I’ve been staring at his image for years now. Trying to get into his mind, to figure out what went wrong.
My mother’s words echo through my head again, remorseful and blunt.Even if you find him. Even if you get him to tell you everything, it won’t bring Phoenix back.
Maybe not. But I still need to understand what he went through. What his final moments looked like.
Did he know he was dying? Was he alone when it happened? Did anyone hear his last words?
My throat works, a dangerous sting behind my eyes.
This never happens to me. No matter what I witness or document. But no story has ever felt this close.
I’ve spent two years grieving my brother. I’m suddenly terrified I never really knew him at all.
“Wherever you are,” I say, voice steady, “you don’t get to stay hidden.”
I return the photo carefully, a new rawness at the edges of my flesh. Outside, I scrutinize the treeline, shrouded in shadow. He could be anywhere. Close enough to hear me.
I cup my hands around my mouth, “Hello? Is anybody out there?” My voice ricochets off countless hard edges, a fading loop. “Sergeant Rhys Ward,” I try again.
I head to my Jeep to start unpacking supplies before the thunderstorm settles in.
Could rain for minutes or hours.
Who knows?
Like this interview.
He could appear in a moment and start talking, quick and easy. Some informants are like that, ready to unburden their souls. Or he could drag it out, make it unending for both of us.

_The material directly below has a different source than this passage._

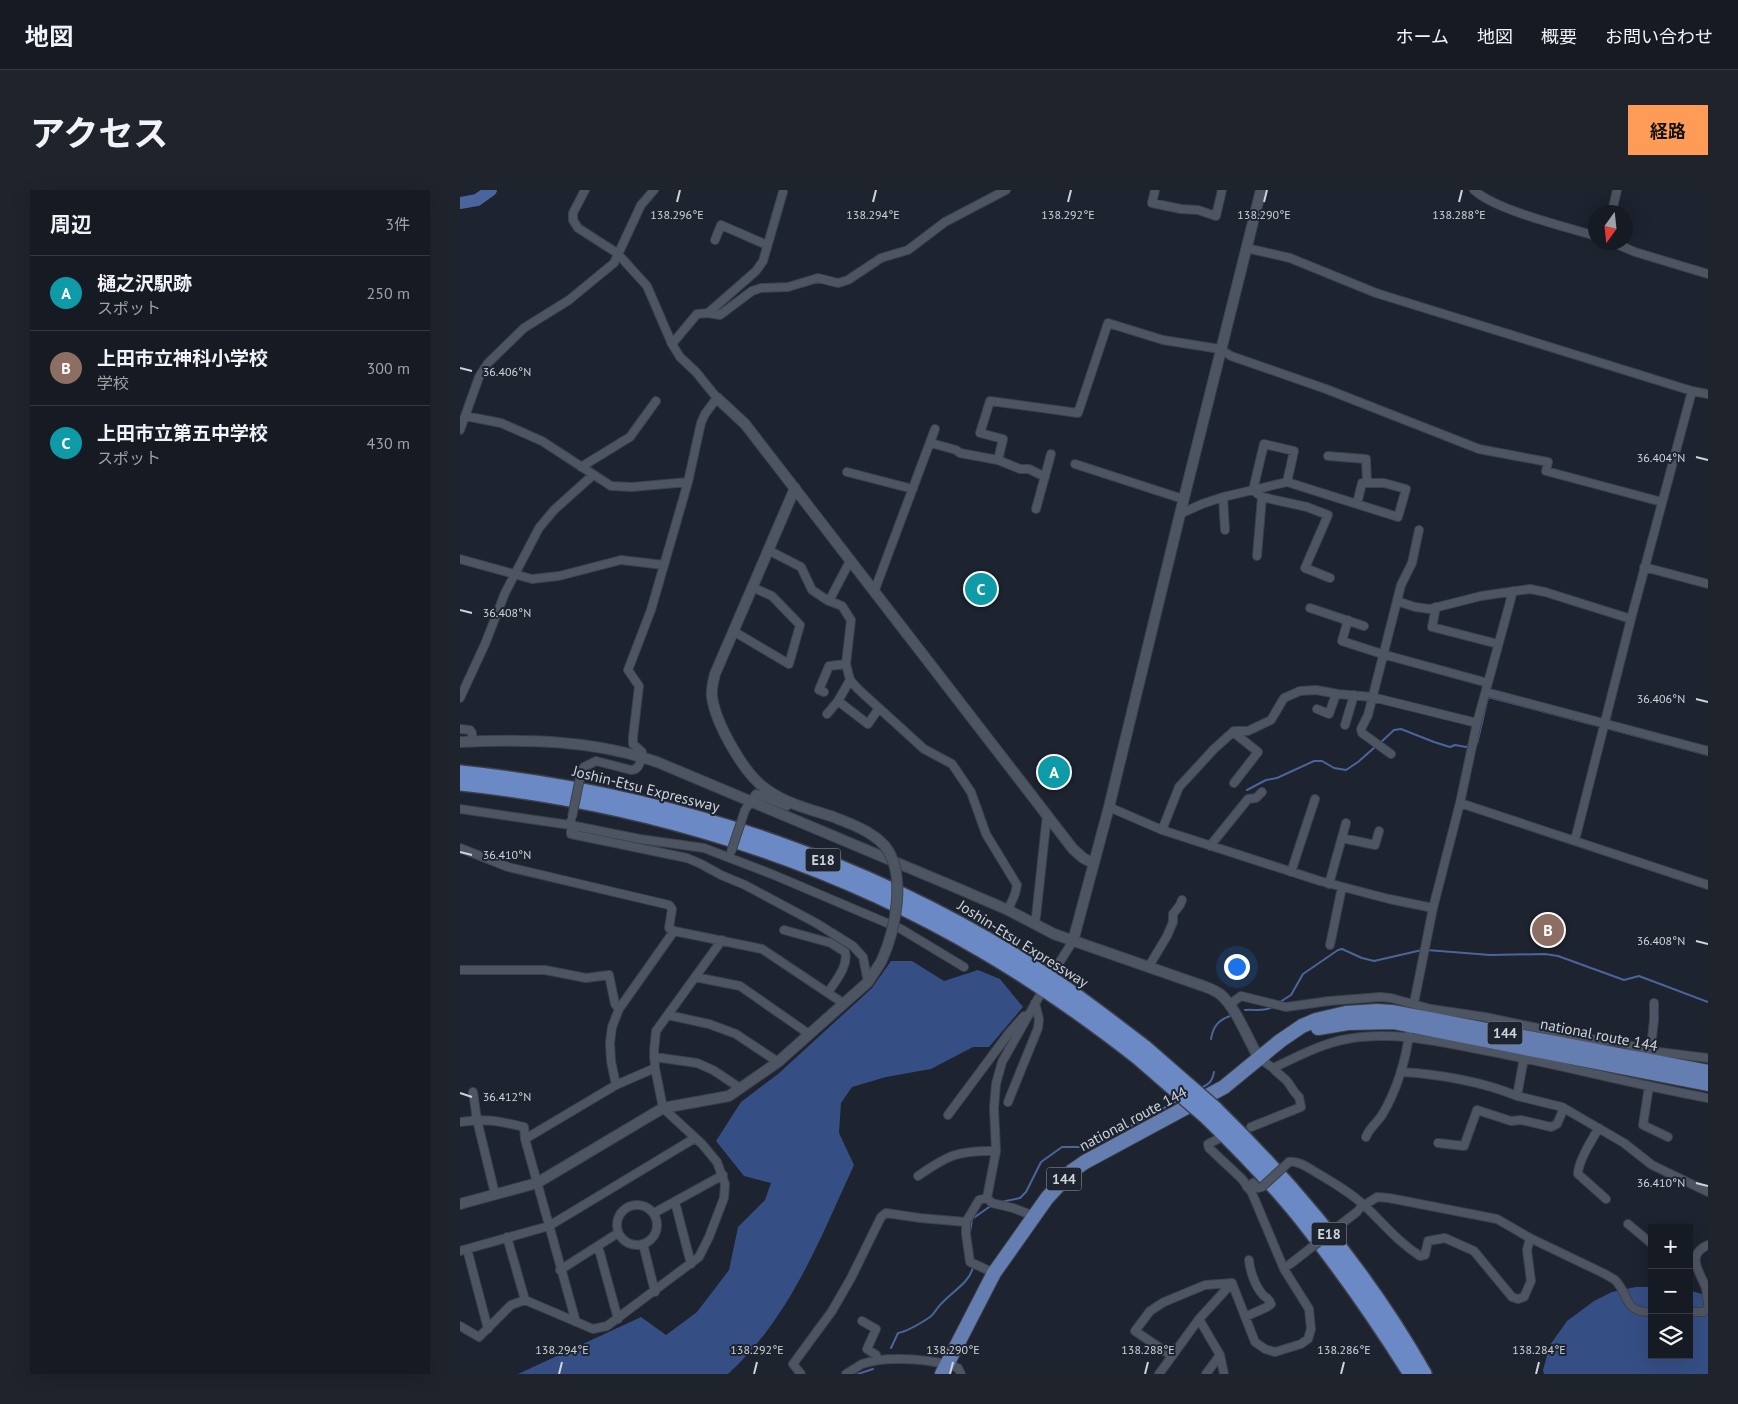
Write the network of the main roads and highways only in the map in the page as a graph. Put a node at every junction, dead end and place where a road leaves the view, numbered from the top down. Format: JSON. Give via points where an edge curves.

Because something tells me the only person more stubborn than me isn’t just out of reach. He feels less like a man and more like a locked door no one’s managed to force open.
And the quiet here isn’t empty. It’s held. Like the mountain itself is deciding how long it’s willing to tolerate me.
Chapter
Three
RHYS
Something’s following me.
I feel it before I smell it. Before I hear it.
Up in the pre-dawn dark, rifle slung over my shoulder, I check traps down past the little orchard of apples I discovered two years back. Pioneer planting, no doubt. To the right, a new crop of winter wheat felts the pasture green.
Deer graze there—good for the bow. Trapping and guiding hunts pay the rest.
The forest in the dark is a thing unto itself. Time shifts out here after hours. So do landmarks.
And the calm crispness of early morning before songbirds sing is like nothing else. Intimate, restful, as if the whole damn world sleeps.
For a second, it almost feels like peace. But the dreams never fade for long.
They wake me in a cold sweat—eyes searching, hands gripping—mind replaying battles no one could’ve won. Ones I sure as hell refused to lose anyway.
Which came at a cost. One that still presses its sharp edges into my soul.
The pink-tipped edges of dawn tease the sky as I return from my last traps set on the line. That’s when I notice them.